■ **Your assignment**
Please copy out the entries until you have copied the line that contains "position:absolute; left:36px; top:36px;", beginning with the first line.
----------------
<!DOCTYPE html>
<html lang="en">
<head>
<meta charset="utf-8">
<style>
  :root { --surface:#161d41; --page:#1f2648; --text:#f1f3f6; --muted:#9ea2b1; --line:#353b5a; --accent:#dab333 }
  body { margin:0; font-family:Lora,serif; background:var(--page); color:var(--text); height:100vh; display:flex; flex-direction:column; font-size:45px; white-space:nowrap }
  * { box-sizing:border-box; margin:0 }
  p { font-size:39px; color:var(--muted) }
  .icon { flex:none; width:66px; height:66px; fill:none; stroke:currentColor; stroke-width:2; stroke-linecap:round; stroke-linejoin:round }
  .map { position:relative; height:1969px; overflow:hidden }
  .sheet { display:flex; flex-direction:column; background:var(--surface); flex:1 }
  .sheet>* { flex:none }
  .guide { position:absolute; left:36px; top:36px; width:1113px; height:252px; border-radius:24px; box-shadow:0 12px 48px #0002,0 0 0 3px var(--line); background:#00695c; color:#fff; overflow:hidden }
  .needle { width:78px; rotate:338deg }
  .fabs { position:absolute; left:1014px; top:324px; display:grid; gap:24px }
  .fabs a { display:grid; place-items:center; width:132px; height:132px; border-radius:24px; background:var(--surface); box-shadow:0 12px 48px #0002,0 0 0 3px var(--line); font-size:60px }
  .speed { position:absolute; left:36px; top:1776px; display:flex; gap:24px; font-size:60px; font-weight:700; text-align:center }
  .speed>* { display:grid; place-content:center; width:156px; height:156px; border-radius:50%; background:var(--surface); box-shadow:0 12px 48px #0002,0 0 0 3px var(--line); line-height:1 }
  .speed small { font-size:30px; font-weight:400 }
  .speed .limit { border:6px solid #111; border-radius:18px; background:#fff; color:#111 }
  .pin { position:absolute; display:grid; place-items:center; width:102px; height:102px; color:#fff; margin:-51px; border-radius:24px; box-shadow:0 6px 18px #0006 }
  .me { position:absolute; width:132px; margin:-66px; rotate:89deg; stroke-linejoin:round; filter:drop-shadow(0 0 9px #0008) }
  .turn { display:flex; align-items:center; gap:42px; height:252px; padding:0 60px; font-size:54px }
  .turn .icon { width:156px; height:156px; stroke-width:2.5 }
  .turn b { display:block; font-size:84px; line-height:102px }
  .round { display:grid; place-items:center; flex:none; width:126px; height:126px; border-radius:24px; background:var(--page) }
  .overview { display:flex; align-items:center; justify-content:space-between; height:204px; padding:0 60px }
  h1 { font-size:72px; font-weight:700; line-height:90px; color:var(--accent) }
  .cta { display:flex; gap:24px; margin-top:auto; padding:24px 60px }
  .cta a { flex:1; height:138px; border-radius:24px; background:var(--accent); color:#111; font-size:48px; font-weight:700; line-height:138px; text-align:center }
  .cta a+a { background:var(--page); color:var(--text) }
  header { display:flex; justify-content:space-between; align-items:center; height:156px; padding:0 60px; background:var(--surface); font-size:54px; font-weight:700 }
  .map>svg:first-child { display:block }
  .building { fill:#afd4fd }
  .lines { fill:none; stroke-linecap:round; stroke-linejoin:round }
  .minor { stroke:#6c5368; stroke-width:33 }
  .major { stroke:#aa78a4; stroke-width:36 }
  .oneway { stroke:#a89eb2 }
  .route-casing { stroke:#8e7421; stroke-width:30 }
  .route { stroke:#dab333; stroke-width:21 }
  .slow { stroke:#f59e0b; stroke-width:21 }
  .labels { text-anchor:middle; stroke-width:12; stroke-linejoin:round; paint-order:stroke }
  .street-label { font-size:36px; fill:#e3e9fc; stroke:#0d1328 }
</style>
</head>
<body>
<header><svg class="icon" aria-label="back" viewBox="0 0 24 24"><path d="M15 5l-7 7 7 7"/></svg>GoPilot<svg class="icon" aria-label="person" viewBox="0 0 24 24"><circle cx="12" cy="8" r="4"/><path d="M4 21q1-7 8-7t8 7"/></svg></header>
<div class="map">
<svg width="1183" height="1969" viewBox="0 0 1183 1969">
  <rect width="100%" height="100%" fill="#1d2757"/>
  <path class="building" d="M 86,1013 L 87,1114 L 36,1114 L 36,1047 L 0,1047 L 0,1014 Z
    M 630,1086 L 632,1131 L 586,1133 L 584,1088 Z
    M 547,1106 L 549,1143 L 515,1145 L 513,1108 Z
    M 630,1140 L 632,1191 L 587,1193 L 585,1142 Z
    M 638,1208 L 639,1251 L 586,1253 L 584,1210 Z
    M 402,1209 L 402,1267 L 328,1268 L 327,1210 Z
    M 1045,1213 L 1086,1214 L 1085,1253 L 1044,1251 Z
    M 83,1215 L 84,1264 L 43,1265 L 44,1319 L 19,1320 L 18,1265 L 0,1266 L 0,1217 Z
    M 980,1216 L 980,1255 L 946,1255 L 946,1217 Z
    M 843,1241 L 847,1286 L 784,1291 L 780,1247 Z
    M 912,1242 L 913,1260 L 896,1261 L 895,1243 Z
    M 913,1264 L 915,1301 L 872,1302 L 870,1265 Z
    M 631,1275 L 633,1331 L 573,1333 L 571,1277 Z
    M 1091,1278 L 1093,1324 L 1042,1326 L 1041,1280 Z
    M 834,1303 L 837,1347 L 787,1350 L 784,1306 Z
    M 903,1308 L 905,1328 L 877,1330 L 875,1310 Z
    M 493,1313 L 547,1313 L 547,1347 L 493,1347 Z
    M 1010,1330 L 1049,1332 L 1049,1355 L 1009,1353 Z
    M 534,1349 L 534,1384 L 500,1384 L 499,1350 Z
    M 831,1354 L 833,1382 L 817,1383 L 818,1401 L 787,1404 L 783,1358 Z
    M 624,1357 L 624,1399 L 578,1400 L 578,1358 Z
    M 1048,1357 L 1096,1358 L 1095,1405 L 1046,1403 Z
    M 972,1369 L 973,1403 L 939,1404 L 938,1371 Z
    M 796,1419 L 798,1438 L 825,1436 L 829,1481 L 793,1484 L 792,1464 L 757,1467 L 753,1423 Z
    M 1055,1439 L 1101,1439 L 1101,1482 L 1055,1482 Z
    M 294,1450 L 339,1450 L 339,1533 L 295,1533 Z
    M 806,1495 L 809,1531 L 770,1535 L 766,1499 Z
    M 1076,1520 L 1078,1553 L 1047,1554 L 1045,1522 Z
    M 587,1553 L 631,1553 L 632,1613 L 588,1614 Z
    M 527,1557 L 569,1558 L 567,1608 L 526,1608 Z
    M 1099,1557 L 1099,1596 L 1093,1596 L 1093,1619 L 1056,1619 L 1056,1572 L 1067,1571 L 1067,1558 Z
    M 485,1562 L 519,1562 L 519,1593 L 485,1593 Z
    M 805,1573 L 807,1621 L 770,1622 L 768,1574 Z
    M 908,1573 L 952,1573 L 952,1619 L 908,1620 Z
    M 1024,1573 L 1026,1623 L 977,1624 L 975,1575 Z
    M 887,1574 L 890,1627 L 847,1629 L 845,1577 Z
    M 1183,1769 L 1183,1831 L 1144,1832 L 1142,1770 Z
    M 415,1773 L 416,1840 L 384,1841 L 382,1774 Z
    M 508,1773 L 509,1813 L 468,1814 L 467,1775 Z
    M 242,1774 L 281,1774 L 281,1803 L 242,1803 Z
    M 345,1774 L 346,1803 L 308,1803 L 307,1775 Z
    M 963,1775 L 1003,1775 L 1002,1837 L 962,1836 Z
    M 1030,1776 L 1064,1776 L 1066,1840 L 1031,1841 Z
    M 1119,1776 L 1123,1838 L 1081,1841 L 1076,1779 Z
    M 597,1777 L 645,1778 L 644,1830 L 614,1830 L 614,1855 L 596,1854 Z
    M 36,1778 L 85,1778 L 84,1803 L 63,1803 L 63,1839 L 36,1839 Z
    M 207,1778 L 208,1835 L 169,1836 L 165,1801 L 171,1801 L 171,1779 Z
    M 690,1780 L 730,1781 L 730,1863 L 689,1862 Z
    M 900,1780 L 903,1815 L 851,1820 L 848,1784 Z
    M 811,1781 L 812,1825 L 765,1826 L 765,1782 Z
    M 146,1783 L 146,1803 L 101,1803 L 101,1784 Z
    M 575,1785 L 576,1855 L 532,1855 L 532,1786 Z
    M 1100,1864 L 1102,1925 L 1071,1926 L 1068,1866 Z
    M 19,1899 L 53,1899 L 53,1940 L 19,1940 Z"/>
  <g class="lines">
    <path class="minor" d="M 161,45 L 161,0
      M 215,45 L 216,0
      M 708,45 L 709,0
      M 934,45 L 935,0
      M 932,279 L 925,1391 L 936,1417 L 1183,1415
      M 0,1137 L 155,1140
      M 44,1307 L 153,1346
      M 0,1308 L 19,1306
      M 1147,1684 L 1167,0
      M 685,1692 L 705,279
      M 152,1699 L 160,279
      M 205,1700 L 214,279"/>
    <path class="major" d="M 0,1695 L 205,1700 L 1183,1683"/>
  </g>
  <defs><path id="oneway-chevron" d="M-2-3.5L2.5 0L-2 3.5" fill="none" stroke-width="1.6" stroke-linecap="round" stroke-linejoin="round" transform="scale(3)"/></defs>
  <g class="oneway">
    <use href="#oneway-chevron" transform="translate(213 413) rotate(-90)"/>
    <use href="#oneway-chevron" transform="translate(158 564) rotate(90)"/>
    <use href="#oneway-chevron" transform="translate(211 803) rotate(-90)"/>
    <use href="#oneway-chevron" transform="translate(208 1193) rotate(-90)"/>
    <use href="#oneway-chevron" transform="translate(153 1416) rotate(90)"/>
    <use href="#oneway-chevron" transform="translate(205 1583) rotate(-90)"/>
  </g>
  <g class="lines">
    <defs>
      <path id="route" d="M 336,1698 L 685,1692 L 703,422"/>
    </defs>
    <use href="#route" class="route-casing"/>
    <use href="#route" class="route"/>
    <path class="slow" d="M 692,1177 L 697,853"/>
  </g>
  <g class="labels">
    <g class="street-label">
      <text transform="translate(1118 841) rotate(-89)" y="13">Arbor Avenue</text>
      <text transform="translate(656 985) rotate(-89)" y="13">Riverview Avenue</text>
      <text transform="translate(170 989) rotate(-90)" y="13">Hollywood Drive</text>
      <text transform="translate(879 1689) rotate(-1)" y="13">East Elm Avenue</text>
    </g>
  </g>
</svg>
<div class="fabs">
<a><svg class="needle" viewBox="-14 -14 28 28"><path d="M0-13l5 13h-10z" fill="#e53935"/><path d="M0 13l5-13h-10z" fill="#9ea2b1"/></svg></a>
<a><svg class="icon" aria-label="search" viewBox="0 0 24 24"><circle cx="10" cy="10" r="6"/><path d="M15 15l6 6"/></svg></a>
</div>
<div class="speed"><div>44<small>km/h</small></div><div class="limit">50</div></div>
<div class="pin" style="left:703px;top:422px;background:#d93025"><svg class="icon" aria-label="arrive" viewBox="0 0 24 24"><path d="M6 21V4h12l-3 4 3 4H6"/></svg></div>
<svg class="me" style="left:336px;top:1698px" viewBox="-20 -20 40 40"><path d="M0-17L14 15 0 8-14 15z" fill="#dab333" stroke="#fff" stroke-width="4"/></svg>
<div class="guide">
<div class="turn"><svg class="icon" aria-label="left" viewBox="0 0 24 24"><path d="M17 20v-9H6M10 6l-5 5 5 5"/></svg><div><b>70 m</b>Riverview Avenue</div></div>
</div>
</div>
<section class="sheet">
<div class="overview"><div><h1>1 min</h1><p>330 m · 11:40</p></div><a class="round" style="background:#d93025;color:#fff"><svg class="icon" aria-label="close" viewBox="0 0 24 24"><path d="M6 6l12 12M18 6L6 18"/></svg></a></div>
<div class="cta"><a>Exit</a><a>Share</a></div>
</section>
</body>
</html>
----------------
■ **Reply to the task**
<!DOCTYPE html>
<html lang="en">
<head>
<meta charset="utf-8">
<style>
  :root { --surface:#161d41; --page:#1f2648; --text:#f1f3f6; --muted:#9ea2b1; --line:#353b5a; --accent:#dab333 }
  body { margin:0; font-family:Lora,serif; background:var(--page); color:var(--text); height:100vh; display:flex; flex-direction:column; font-size:45px; white-space:nowrap }
  * { box-sizing:border-box; margin:0 }
  p { font-size:39px; color:var(--muted) }
  .icon { flex:none; width:66px; height:66px; fill:none; stroke:currentColor; stroke-width:2; stroke-linecap:round; stroke-linejoin:round }
  .map { position:relative; height:1969px; overflow:hidden }
  .sheet { display:flex; flex-direction:column; background:var(--surface); flex:1 }
  .sheet>* { flex:none }
  .guide { position:absolute; left:36px; top:36px; width:1113px; height:252px; border-radius:24px; box-shadow:0 12px 48px #0002,0 0 0 3px var(--line); background:#00695c; color:#fff; overflow:hidden }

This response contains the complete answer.